Lena guardò il vecchio, che aveva chiuso gli occhi. Lo lasciò raccontare, anche se conosceva già tutta la storia. Ritter Bolwerd fece costruire una fabbrica dove gli abitanti della città trovarono di nuovo lavoro. Poi comprò intere strade, fece sistemare i vecchi magazzini e illuminare i vicoli bui con alti lampioni in ferro battuto. Divenne l’eroe della città. C’era una piazza intitolata a lui, i soldi avevano il suo nome, e ogni anno si teneva una fiera in suo onore.

Ora il figlio del grande inventore sfrecciava avanti e indietro sul canale, passava sotto il vecchio ponte e ritorno. Lena vide arrivare il suo motoscafo giallo da lontano.

L’uomo al timone era dritto come un fuso, i capelli arruffati dal vento. Si avvicinò a velocità folle, poi le passò davanti lungo la riva. L’acqua agitata del canale cominciò a bagnare i giardini. Lena fece un balzo indietro appena in tempo.

“Si comporta come se la città fosse il suo parco giochi personale”, brontolò il vicino.

Lena si alzò di nuovo in punta di piedi in modo da riuscire a vederlo da sopra lo steccato. “Anche mia madre non lo sopporta. Due delle sue clienti non vogliono più venire perché una volta che erano nel nostro giardino le ha bagnate. Si sono trovate i vestiti nuovi schizzati d’acqua e con un pezzetto di alga appiccicato…”

Lena sorrise. Quel tipo con il suo motoscafo era proprio uno spaccone, ma che irritasse sua madre era divertente. Salutò il vicino.

“Torno dentro.”

Lui le fece un cenno con la mano. “Era buio e pericoloso, qui, prima che arrivasse Ritter Bolwerd.”

In cucina Lena prese un pezzo di pane e tagliò qualche fettina di formaggio. Sua madre scese le scale canticchiando. Portava un vestito bellissimo, e i capelli raccolti in una coda di cavallo drappeggiati sulla spalla. “Non vai da un’amica?” Si fermò davanti a Lena. Quando non aveva le scarpe con i tacchi erano quasi alte uguali.

Sua madre sembrava una fata, pensò Lena. Così minuta, sottile e vivace. Una fata sportiva, alla moda. Una fata fastidiosa, però.

“Sono tutti via. Lo sai, no?”

“Tutta la classe?” chiese sua madre.

“Be’, tutti i miei amici.”

“Oh.” Il suo sguardo indugiò su Lena un po’ troppo a lungo, le sopracciglia inarcate e un sorriso d’attesa sulle labbra. Lena capì. Fu come un pugno nello stomaco. “Vuoi che mi levi dai piedi.” Non guardava sua madre, il suo sguardo si soffermò sui suoi capelli scuri.

“Be’, che ti levi dai piedi…” Sua madre puntò le mani sui fianchi e poi le passò sul tessuto liscio del vestito.

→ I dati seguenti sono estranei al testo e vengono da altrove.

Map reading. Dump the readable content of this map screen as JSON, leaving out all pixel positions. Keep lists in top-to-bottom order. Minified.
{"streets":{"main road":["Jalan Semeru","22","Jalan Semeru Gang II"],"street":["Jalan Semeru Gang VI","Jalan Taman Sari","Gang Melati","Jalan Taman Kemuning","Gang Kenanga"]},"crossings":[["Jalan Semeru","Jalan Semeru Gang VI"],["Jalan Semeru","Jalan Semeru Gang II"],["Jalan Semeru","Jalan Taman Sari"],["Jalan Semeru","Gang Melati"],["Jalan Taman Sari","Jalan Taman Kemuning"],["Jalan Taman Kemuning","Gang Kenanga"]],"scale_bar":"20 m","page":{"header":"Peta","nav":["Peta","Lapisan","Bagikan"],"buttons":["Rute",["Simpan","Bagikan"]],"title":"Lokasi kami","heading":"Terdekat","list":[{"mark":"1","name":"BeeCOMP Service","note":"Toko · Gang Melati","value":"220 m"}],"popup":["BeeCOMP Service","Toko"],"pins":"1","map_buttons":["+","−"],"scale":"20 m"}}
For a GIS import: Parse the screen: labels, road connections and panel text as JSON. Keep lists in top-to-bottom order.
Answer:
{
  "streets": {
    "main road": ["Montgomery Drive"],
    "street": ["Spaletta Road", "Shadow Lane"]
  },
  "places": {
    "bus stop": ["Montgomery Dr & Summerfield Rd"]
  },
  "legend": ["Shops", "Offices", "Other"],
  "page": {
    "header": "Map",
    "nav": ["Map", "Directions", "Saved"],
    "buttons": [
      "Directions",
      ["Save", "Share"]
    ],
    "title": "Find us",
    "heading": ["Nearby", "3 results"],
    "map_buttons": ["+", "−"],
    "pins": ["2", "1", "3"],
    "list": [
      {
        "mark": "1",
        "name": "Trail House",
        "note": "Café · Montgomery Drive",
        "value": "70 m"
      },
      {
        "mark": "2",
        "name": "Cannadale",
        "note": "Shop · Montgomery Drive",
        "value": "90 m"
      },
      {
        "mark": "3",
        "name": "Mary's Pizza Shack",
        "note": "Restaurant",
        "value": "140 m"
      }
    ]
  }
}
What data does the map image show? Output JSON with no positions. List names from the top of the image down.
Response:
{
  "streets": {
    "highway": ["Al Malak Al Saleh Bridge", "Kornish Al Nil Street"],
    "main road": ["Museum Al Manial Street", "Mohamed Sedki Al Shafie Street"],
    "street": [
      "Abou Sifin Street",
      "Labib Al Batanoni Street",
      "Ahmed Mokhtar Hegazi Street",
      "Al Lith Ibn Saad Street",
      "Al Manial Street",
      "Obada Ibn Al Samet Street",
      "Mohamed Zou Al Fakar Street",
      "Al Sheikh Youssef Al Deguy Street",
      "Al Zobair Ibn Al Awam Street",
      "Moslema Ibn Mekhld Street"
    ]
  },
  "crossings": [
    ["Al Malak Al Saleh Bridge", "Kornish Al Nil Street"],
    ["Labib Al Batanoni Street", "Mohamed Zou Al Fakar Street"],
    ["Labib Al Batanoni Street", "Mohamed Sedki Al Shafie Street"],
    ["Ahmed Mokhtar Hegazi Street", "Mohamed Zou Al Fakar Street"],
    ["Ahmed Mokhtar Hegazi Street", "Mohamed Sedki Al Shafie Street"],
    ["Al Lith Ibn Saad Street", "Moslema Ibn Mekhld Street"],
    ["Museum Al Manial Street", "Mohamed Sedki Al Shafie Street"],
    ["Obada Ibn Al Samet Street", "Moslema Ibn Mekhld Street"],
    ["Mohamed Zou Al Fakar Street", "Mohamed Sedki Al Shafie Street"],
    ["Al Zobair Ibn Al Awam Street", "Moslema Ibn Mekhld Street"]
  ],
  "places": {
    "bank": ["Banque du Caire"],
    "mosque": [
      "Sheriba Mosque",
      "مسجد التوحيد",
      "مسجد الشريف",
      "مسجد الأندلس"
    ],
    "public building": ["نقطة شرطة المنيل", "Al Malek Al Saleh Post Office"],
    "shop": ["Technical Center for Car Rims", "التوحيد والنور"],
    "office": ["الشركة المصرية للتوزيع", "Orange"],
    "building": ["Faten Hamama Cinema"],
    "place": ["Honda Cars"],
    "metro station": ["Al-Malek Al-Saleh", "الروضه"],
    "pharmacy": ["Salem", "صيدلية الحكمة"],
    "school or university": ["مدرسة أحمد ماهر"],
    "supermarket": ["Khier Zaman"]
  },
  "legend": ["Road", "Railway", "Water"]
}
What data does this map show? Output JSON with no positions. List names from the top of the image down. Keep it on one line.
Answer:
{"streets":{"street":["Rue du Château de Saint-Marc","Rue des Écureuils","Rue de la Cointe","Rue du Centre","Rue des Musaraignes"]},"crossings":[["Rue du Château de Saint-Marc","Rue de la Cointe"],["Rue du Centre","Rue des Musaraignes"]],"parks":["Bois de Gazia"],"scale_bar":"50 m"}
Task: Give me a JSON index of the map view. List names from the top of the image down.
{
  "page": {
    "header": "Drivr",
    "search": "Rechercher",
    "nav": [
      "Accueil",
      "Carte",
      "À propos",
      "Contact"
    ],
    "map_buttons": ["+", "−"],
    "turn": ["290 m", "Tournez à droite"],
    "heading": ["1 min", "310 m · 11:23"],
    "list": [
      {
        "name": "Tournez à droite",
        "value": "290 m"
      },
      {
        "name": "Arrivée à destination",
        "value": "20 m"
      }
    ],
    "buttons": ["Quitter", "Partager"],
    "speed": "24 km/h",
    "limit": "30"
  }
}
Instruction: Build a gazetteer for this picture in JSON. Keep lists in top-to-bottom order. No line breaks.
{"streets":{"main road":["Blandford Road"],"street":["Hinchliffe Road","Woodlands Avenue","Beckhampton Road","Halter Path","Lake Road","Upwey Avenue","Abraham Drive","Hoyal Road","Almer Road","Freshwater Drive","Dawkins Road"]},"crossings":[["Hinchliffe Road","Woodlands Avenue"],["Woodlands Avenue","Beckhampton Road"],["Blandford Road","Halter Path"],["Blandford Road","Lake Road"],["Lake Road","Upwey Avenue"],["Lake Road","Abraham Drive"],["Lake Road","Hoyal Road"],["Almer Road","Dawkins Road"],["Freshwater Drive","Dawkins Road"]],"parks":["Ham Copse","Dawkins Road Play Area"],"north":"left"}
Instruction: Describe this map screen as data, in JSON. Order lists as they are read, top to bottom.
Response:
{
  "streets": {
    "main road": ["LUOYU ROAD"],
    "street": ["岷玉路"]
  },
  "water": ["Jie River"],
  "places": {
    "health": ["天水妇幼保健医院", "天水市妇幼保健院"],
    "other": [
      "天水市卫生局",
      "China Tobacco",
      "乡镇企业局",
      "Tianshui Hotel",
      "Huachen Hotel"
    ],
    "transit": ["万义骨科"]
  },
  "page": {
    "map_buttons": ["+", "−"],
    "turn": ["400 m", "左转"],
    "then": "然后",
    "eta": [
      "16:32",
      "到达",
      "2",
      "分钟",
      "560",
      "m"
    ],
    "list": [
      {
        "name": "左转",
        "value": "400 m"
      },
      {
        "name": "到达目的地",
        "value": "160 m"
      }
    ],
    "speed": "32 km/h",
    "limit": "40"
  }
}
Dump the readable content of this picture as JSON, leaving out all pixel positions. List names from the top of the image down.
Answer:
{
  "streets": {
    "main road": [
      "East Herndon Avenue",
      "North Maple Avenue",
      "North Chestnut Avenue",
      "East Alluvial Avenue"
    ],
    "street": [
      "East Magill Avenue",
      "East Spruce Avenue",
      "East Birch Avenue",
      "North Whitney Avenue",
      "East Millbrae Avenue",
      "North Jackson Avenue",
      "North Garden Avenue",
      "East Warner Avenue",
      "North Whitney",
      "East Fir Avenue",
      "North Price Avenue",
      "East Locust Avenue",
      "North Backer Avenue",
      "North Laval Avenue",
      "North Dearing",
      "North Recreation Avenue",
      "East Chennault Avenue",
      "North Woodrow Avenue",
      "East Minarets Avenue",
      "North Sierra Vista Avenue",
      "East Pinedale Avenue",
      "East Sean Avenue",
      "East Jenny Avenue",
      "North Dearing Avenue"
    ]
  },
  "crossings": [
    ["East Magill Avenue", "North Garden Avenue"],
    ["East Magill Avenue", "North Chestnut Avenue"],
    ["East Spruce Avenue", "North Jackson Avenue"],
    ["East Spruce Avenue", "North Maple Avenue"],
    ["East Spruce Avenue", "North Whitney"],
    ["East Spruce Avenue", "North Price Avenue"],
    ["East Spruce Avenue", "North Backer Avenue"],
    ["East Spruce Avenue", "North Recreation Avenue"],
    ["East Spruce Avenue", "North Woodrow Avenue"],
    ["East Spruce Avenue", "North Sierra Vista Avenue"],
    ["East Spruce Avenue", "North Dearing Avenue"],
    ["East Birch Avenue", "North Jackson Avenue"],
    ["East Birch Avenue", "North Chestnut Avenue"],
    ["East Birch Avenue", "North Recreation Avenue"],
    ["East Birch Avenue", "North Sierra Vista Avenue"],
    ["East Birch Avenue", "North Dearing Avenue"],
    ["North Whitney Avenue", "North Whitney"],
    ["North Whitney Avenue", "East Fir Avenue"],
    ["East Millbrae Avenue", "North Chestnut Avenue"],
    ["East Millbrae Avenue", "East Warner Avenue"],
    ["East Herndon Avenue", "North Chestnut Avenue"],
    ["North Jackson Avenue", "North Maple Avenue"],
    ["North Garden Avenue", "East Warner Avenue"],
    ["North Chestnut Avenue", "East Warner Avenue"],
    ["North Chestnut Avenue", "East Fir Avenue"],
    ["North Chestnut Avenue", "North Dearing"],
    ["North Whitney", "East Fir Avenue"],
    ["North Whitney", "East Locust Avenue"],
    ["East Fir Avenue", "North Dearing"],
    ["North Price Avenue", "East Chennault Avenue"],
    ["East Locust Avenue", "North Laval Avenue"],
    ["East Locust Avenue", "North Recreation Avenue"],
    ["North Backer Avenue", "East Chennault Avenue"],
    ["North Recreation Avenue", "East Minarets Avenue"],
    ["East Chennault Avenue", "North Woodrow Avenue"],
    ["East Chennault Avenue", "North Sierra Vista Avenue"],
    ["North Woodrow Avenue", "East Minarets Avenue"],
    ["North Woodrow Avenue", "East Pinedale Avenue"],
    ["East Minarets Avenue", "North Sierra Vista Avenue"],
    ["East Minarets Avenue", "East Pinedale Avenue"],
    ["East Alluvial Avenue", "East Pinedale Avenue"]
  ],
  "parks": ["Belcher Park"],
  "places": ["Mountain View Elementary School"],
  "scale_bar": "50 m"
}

“Aspetti una cliente, giusto?”

“Sì, una signora nuova”, rispose sua madre. “Vuole consigli su come vestirsi e anche dimagrire. Se va tutto bene, lavorerò con lei per dei mesi.”

“E non vuoi che veda che hai una figlia robusta che porta magliette sbiadite.” Lena si coprì l’occhio con la frangia. Adesso poteva ignorare la madre con un occhio solo.

“Non ho detto questo, Vanessa.”

“Però è quello che intendi.” Lena spalmò il burro sul pane mettendoci più tempo possibile, poi allontanò da sé il coltello sporco sul piano della cucina. Lasciò tre macchie d’unto. Bene così.

“Una passeggiatina ti farebbe bene, non credi? Pensa a come metti i piedi, delicatamente, così hai subito una postura più elegante. Non sbatterli, non è bello.”

Lena buttò il formaggio sul pane, afferrò il panino e prese la giacca dalla sedia. E senza dire più una parola uscì sbattendo forte la porta.